(Beginning of INPUT)
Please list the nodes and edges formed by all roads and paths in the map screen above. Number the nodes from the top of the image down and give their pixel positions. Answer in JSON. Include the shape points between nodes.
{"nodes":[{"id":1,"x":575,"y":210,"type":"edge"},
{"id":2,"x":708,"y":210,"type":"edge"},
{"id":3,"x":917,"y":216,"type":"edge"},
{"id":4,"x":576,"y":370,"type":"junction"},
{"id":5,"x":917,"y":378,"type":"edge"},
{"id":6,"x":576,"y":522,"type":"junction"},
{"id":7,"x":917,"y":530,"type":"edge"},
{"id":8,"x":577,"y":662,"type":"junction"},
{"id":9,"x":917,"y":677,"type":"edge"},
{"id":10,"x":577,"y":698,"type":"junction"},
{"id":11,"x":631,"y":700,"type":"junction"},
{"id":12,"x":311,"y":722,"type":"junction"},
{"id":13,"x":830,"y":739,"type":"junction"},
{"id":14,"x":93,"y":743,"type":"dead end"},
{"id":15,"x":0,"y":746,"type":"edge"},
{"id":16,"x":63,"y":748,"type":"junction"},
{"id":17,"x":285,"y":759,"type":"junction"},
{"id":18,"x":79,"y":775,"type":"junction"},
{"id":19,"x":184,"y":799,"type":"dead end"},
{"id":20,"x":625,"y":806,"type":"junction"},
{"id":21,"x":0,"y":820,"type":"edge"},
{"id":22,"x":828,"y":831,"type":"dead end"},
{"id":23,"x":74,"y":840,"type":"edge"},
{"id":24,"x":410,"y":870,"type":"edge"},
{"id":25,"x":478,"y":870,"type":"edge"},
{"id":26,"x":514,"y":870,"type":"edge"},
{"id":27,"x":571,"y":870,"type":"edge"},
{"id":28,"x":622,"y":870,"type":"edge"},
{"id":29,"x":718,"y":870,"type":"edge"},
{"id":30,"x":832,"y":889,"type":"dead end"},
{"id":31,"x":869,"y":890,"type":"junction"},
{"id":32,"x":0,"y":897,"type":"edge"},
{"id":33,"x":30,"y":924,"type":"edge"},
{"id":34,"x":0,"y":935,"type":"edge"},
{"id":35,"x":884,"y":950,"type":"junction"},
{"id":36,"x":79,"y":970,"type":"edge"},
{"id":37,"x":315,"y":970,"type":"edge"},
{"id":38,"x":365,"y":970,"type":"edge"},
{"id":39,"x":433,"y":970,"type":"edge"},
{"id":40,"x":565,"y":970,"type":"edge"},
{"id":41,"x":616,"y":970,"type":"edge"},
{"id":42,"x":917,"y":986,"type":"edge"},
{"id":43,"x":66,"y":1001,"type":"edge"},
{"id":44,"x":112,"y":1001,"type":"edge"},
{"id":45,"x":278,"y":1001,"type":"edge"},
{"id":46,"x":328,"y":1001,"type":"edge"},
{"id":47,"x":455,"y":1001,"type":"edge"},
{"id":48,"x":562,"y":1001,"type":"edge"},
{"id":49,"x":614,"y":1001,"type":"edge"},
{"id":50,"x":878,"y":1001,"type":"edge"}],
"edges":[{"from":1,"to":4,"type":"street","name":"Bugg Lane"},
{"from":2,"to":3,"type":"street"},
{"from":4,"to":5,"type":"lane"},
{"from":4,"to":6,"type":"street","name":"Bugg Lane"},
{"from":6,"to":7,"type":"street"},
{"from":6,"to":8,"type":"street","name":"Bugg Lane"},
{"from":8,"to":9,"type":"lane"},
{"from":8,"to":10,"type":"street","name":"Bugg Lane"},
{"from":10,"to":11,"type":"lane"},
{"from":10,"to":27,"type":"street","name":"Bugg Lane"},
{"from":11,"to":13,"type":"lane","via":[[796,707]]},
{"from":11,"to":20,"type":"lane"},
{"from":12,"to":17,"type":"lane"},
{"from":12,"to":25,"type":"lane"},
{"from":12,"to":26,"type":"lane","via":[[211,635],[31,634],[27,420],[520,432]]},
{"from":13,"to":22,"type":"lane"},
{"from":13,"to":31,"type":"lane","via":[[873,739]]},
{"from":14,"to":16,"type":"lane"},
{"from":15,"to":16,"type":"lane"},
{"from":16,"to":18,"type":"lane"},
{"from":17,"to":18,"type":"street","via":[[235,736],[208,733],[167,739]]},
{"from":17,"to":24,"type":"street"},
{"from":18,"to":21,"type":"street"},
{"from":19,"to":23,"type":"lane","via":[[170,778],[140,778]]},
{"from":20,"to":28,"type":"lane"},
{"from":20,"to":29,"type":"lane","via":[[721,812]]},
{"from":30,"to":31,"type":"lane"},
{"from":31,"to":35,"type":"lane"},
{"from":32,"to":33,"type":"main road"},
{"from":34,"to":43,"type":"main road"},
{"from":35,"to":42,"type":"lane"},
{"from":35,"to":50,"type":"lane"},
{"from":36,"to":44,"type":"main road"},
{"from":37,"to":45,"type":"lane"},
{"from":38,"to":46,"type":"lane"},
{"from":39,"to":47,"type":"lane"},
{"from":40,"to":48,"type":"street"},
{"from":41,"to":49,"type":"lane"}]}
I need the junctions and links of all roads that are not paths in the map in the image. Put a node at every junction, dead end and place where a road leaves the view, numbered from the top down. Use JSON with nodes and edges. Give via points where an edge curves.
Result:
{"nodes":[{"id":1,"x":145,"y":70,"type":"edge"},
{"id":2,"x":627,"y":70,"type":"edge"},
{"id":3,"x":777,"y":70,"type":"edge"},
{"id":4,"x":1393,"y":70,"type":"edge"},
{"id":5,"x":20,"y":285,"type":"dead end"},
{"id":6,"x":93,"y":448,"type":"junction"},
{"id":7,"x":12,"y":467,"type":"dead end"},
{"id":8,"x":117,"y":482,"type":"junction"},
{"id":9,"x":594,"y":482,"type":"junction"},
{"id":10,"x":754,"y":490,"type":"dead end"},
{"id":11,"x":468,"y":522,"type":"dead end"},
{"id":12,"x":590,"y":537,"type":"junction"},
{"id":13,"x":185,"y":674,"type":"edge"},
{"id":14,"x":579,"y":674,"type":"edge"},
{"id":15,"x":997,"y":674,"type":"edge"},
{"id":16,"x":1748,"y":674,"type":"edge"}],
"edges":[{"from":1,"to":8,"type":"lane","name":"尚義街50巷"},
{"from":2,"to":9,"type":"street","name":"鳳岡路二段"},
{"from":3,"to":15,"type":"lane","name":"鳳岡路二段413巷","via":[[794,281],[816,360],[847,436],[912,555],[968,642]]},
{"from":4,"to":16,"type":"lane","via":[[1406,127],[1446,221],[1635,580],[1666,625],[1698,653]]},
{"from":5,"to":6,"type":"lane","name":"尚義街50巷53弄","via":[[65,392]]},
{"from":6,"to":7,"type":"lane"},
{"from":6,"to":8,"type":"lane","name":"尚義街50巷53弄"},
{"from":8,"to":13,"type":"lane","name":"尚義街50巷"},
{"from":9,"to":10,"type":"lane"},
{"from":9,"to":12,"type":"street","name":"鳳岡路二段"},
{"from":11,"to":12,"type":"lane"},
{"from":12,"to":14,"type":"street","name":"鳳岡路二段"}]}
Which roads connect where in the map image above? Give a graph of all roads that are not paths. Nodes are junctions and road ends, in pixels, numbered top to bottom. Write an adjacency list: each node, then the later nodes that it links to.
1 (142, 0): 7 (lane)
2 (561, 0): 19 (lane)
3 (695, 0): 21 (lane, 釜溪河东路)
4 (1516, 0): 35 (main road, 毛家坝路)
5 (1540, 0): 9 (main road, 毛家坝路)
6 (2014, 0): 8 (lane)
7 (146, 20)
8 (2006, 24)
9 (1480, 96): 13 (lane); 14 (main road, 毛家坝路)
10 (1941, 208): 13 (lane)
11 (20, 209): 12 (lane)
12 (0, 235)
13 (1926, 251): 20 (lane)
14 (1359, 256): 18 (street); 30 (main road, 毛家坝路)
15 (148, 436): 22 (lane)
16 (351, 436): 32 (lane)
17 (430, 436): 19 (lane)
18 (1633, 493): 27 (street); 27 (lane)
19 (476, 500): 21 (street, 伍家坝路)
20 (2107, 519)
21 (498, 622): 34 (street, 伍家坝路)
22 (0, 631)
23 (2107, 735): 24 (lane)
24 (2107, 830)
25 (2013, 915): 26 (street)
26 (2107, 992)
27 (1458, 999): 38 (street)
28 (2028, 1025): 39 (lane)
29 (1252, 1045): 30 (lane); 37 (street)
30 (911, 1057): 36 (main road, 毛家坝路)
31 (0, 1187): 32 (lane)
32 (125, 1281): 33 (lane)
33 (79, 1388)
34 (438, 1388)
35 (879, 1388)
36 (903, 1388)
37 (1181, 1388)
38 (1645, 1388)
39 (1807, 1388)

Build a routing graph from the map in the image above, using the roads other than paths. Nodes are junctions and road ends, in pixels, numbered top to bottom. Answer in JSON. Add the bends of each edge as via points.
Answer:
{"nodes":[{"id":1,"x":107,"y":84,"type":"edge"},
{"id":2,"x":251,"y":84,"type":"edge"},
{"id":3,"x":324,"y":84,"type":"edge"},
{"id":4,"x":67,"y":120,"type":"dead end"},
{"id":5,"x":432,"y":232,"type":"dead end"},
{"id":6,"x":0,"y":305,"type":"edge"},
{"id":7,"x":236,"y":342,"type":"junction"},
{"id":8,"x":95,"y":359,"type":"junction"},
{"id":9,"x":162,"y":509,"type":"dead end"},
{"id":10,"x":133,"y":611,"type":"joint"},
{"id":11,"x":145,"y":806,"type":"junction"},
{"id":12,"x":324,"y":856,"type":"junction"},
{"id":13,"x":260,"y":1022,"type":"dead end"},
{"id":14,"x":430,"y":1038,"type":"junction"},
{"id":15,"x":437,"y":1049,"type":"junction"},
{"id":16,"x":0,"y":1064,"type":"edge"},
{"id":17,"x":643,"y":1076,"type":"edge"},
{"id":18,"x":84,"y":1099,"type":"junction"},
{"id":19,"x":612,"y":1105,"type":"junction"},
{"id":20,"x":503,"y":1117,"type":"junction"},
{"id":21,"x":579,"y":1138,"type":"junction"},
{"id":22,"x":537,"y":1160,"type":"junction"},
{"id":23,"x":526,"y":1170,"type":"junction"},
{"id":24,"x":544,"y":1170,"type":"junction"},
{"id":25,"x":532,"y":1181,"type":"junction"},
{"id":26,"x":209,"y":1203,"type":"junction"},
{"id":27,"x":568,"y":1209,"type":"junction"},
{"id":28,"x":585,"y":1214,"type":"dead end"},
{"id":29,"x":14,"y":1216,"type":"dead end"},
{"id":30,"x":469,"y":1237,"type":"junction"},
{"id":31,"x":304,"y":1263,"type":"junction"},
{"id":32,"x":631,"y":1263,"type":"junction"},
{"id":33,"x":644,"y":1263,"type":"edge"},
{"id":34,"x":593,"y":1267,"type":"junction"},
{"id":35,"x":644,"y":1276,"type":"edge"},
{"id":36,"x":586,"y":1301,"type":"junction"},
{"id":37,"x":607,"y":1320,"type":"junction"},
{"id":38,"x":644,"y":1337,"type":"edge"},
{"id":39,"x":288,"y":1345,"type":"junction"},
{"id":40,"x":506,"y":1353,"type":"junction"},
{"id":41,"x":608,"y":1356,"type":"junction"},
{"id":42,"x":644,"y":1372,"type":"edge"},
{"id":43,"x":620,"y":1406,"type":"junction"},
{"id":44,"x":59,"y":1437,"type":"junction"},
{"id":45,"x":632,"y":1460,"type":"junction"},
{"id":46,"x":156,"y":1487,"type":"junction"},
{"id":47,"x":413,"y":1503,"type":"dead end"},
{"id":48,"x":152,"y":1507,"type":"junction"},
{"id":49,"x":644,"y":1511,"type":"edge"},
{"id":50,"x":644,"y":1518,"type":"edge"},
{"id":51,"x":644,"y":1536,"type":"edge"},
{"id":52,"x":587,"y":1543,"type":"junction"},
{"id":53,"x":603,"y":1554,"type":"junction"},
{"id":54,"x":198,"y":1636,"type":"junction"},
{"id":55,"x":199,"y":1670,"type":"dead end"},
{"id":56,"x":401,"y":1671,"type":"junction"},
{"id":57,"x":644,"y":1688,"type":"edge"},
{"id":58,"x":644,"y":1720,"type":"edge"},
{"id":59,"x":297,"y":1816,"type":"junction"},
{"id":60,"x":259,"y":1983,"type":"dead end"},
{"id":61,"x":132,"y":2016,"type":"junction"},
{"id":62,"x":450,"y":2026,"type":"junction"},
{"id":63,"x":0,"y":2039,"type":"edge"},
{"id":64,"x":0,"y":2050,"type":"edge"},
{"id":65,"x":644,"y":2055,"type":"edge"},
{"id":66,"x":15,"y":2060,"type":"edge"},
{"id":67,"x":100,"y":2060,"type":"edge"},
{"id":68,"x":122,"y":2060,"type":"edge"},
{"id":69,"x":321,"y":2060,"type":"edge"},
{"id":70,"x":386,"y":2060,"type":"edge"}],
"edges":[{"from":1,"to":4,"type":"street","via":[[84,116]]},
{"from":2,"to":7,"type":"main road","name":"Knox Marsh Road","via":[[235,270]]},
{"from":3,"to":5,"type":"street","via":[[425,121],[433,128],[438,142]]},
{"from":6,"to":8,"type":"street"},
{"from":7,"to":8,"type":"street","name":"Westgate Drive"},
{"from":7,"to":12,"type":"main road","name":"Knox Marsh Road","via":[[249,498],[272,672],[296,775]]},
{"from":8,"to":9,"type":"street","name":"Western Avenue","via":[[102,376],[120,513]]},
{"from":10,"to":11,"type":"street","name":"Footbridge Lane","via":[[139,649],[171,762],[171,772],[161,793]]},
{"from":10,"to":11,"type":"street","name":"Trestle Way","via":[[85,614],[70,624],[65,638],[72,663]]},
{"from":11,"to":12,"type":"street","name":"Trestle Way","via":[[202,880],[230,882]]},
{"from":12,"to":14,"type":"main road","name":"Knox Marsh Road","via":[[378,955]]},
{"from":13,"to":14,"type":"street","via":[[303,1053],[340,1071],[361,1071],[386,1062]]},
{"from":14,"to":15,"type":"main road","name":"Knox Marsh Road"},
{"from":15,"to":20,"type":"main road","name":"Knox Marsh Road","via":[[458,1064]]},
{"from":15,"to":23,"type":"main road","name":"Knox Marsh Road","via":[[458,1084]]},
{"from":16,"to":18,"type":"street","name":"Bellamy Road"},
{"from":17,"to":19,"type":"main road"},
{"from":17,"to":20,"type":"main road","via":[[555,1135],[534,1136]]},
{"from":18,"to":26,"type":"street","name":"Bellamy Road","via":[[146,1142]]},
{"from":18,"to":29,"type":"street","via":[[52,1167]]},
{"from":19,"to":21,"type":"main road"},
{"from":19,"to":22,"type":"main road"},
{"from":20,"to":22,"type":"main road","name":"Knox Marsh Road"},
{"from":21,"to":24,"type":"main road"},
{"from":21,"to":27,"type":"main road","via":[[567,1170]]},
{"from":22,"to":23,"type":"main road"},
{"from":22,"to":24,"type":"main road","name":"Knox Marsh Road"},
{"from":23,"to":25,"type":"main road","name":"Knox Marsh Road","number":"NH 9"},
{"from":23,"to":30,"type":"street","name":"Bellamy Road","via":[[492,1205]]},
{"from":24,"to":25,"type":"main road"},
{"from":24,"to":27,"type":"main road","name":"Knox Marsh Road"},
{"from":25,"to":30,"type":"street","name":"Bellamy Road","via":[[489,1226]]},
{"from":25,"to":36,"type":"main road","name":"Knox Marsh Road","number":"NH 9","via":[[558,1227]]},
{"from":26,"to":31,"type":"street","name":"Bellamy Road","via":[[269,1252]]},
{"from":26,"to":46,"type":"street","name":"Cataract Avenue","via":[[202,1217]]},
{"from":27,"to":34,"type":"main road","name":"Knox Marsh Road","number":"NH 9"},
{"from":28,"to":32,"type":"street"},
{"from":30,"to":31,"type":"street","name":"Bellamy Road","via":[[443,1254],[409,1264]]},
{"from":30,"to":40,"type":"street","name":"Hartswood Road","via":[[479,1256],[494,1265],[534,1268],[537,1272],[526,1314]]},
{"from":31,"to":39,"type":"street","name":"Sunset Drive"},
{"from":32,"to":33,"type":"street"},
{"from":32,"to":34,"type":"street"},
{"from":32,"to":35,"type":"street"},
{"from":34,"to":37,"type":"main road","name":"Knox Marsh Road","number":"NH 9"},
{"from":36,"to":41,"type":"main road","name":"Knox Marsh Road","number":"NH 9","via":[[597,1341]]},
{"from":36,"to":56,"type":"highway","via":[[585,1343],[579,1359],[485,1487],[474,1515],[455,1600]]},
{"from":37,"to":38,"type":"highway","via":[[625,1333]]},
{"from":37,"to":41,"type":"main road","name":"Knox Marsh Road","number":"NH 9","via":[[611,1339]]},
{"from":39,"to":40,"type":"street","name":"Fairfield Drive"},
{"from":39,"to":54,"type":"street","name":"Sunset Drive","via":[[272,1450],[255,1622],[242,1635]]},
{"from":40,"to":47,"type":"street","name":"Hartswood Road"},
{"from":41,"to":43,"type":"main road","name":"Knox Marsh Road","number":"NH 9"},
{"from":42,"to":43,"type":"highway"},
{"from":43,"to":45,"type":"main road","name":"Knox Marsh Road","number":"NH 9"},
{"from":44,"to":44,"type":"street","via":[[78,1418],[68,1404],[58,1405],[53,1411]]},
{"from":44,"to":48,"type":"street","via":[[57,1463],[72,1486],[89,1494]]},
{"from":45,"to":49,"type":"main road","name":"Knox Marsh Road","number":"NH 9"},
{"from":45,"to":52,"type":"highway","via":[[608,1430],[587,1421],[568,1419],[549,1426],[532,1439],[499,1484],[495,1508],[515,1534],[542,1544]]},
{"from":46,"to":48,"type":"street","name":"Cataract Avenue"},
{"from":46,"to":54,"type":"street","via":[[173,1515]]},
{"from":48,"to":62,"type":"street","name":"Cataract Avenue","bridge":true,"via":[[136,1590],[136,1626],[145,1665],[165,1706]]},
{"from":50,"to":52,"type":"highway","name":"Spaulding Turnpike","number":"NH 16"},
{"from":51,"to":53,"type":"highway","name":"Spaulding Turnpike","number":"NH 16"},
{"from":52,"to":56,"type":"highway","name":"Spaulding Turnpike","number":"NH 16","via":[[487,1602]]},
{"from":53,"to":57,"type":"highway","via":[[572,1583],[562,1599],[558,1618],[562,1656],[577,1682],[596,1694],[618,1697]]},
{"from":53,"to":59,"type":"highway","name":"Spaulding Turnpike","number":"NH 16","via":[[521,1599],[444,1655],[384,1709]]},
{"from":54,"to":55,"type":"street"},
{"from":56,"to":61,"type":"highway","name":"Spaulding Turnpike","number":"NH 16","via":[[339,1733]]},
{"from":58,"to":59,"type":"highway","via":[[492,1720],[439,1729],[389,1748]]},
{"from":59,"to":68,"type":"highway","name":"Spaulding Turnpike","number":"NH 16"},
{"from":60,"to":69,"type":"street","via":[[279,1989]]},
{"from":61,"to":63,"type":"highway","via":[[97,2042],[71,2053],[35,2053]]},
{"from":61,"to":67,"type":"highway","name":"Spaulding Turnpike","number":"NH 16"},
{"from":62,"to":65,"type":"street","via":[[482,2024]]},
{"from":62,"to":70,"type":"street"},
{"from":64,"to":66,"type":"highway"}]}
(End of INPUT)
# WHAT YOU WILL DO:
Filter the data, keeping only the lines that contain "Bugg".

# ANSWER AREA:
"edges":[{"from":1,"to":4,"type":"street","name":"Bugg Lane"},
{"from":4,"to":6,"type":"street","name":"Bugg Lane"},
{"from":6,"to":8,"type":"street","name":"Bugg Lane"},
{"from":8,"to":10,"type":"street","name":"Bugg Lane"},
{"from":10,"to":27,"type":"street","name":"Bugg Lane"},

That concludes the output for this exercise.